Venelles : la vente de « cannabis light » mise entre parenthèses

Certains en parlaient, d’autres ne savaient trop que croire. Le premier magasin CBD (pour Cannabidiol, la molécule du cannabis) du pays d’Aix devait ouvrir hier à Venelles. Ou plutôt, un magasin de cigarettes électroniques déjà existant devait en développer la branche. Sauf que, début juin, dans la capitale, plusieurs établissements similaires ont ouvert leurs portes… et les retombées ne se sont pas fait attendre. « On a appris que la vente de CBD par nos confrères parisiens avait été considérée comme illegale par les autorités. », explique le président de ce magasin, préférant rester anonyme. Le juge les a condamnés à de la prison avec sursis sans amende. Ils ont fait appel… On attend de voir le résultat pour savoir si on se lance. »

« On veut vraiment faire ça dans la légalité »

Il serait dommage de prendre le risque pour rétropédaler, voire plus grave, encourir des poursuites pénales. Car que ce soit sous forme de fleurs séchées, d’infusions ou de liquides à vapoter, dans les produits que comptait proposer ce magasin, il y avait bien du cannabis « sous la même forme que celui qui est illicite mais avec un taux de THC inférieur à 0,2 % ». Chose que les concernés pensaient légale « à cause d’un flou juridique sur la question ». Jusqu’au moment où leur avocate pénaliste, spécialisée dans le sujet, « nous a dit que ça ne l’était pas et que la condamnation nous pendait au nez si on se lançait ». Et de préciser : « On veut vraiment faire ça dans la légalité, sinon ça ne vaut pas le coup. » Du côté de la Mission interministérielle de lutte contre les drogues et les conduites addictives (Mildeca), on explicite clairement les choses : « La présence de THC dans les produits finis, quel que soit son taux, est interdite. » Alors, les Venellois attendent le résultat de l’appel de l’affaire parisienne pour voir s’il peut y avoir une jurisprudence.

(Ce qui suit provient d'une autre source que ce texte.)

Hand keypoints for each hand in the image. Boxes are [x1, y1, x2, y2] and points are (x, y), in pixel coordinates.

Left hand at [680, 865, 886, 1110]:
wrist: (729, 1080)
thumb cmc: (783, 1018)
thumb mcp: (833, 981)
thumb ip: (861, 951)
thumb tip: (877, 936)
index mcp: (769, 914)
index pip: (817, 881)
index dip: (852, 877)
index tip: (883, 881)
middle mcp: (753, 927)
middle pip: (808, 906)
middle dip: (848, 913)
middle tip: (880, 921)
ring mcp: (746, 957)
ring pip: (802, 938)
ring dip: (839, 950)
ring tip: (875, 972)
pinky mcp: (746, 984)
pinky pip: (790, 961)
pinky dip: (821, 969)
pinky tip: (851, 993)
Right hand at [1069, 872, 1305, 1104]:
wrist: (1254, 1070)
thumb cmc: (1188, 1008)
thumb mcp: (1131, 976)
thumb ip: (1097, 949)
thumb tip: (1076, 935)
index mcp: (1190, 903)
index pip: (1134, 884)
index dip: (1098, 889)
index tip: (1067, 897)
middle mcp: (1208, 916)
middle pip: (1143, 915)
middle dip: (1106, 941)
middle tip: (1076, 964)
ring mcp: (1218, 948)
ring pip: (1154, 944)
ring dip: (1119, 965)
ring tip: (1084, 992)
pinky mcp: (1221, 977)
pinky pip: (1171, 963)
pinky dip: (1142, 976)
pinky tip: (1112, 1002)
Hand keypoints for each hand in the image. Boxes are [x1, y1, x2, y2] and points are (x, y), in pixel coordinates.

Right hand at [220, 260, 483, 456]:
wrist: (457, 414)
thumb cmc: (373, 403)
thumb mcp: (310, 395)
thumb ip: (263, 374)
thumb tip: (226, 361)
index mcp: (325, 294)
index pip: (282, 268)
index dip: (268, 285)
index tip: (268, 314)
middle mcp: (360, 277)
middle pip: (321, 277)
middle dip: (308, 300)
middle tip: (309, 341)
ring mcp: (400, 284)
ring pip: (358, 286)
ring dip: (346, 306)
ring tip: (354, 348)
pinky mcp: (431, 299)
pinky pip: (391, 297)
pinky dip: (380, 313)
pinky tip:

Ce qui n’a pas empêché la clientèle de se déplacer devant l’établissement hier, espérant goûter aux produits. « Mais nous avons refusé la vente à tout le monde », assurent-ils.


Au sens de l’article R. 5181 du code de la santé publique, sont autorisées la culture, l’importation, l’exportation et l’utilisation industrielle et commerciale (fibres et graines) des variétés de Cannabis sativa L. répondant aux critères suivants : la teneur en delta-9-tétrahydrocannabinol de ces variétés n’est pas supérieure à 0,20 %, la détermination de la teneur en delta-9-tétrahydrocannabinol et la prise d’échantillons en vue de cette détermination sont effectuées selon la méthode communautaire prévue en annexe.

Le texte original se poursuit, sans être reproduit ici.